EXTRACTED INFORMATION Start Marker

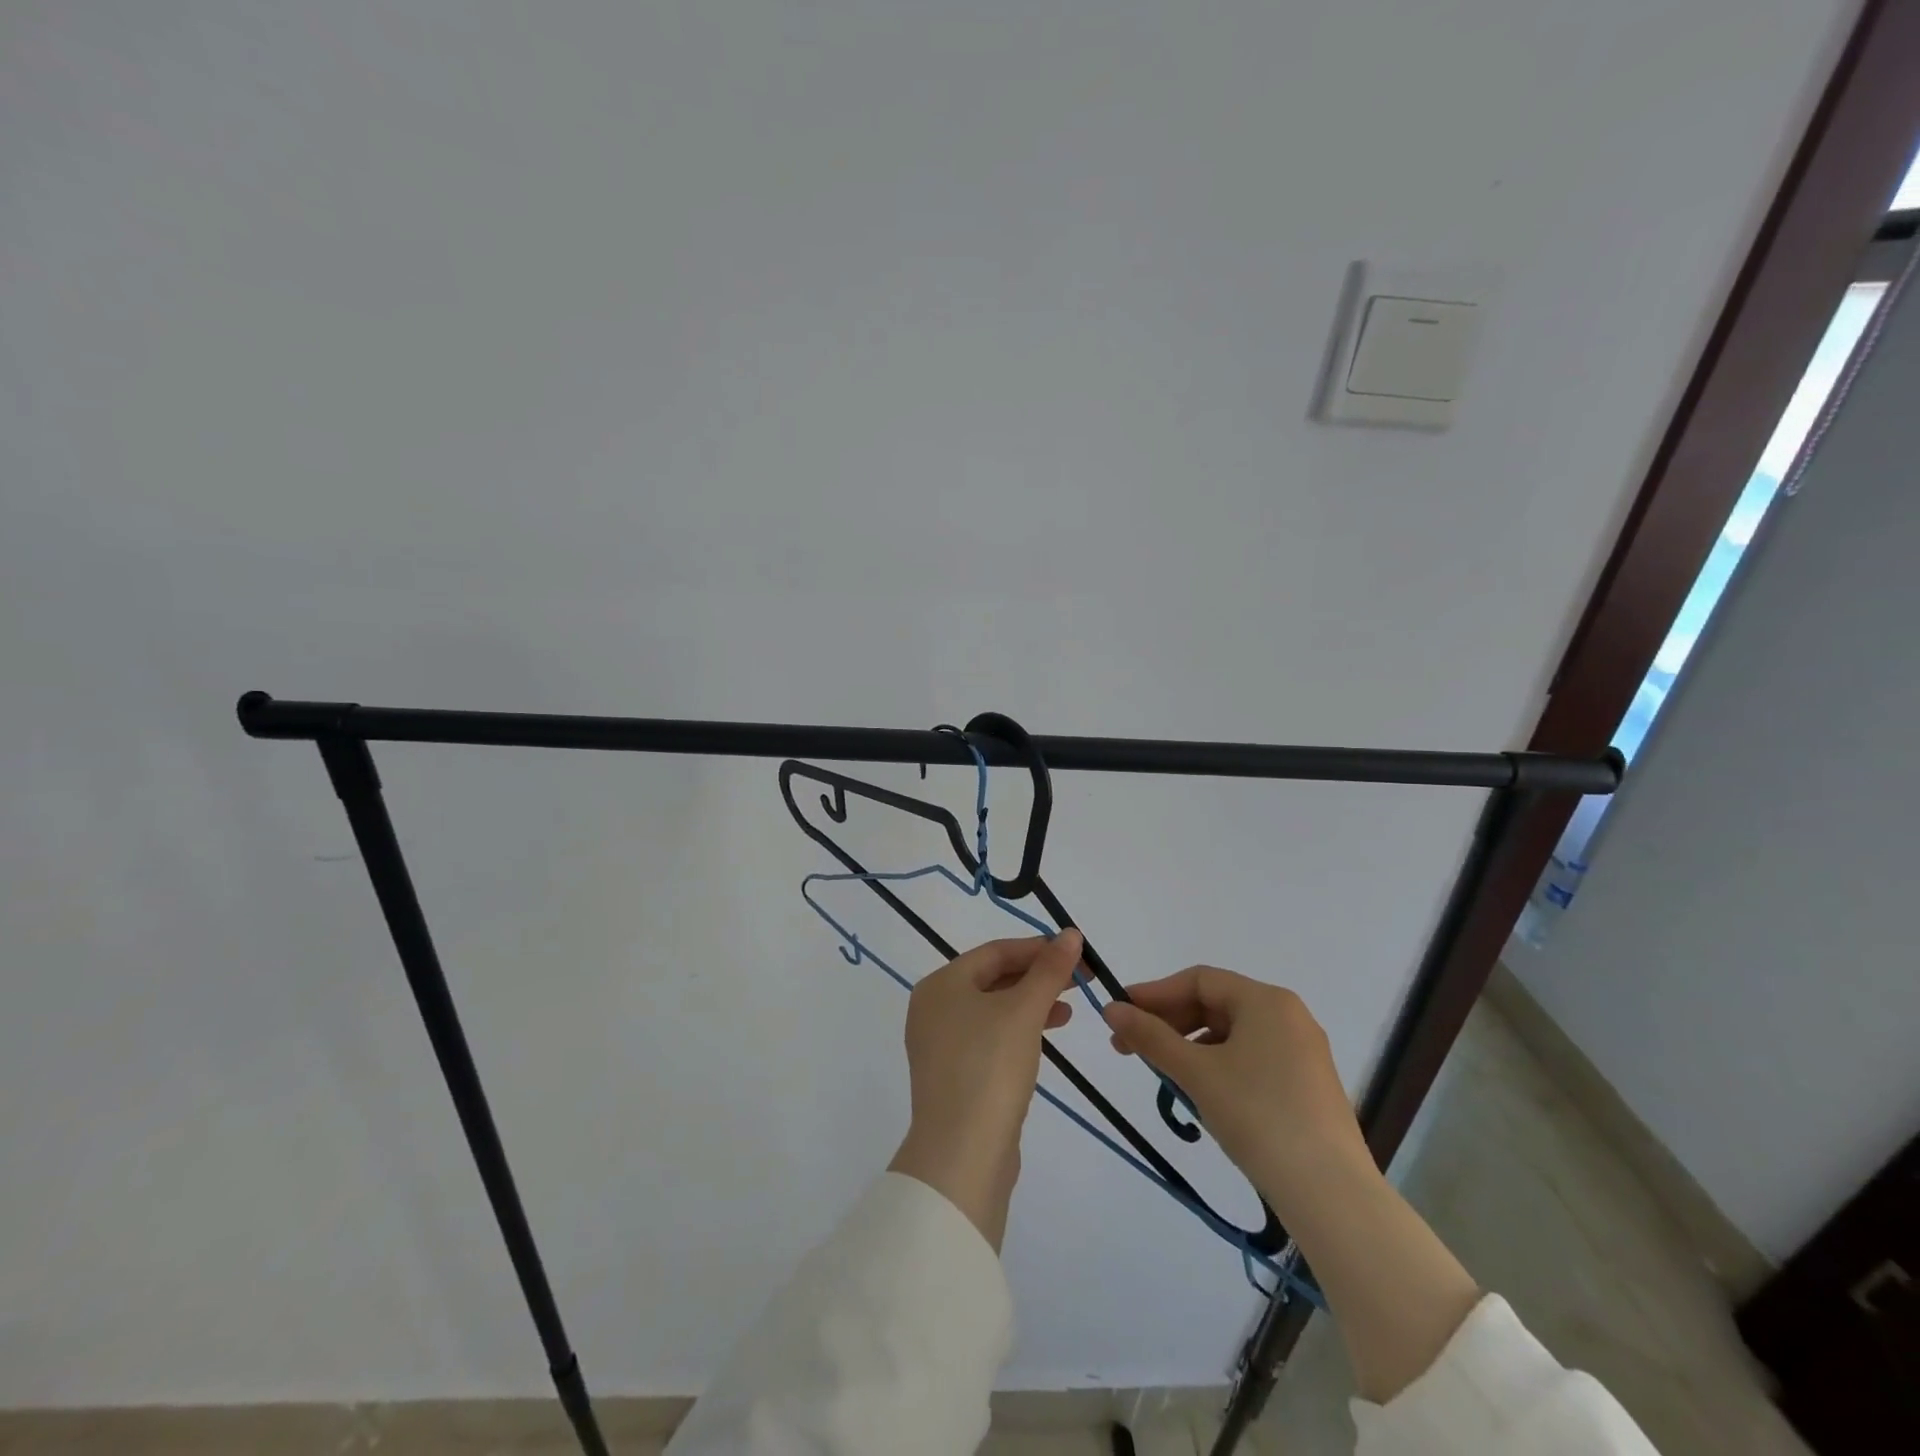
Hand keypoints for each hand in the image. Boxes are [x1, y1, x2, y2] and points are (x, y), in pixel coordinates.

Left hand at [888, 931, 1085, 1249]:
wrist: (962, 1154)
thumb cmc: (990, 1067)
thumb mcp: (1024, 1011)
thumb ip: (1049, 970)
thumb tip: (1071, 934)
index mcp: (941, 984)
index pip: (995, 951)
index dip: (1038, 948)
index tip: (1076, 953)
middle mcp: (933, 1008)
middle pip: (992, 978)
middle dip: (1037, 977)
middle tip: (1079, 981)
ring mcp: (940, 1044)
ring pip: (993, 1010)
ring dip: (1031, 1004)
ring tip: (1068, 1010)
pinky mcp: (953, 1075)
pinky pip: (989, 1038)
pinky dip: (1018, 1031)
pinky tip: (1044, 1038)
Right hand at [1101, 966, 1370, 1223]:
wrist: (1330, 1194)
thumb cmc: (1257, 1115)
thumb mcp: (1196, 1072)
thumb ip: (1150, 1036)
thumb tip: (1111, 1008)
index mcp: (1266, 1000)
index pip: (1199, 980)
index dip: (1155, 993)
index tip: (1120, 1014)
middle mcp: (1288, 1016)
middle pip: (1216, 1004)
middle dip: (1169, 1023)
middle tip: (1130, 1047)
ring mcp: (1303, 1052)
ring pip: (1233, 1034)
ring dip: (1191, 1047)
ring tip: (1164, 1075)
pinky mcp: (1308, 1086)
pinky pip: (1252, 1059)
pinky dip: (1219, 1066)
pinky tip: (1202, 1093)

EXTRACTED INFORMATION End Marker

Give back exactly the lines from the line holding "index dip: (1155, 993)" through the last line of the listing, including both.

COMPLETED TASK:
index dip: (1155, 993)
index tip: (1120, 1014)
middle mcp: (1288, 1016)
middle pip: (1216, 1004)
middle dip: (1169, 1023)
middle tip: (1130, 1047)
ring mcp: (1303, 1052)
ring pip: (1233, 1034)
ring dip: (1191, 1047)
ring tip: (1164, 1075)
pinky mcp: (1308, 1086)
pinky pip: (1252, 1059)
pinky dip: (1219, 1066)
pinky tip: (1202, 1093)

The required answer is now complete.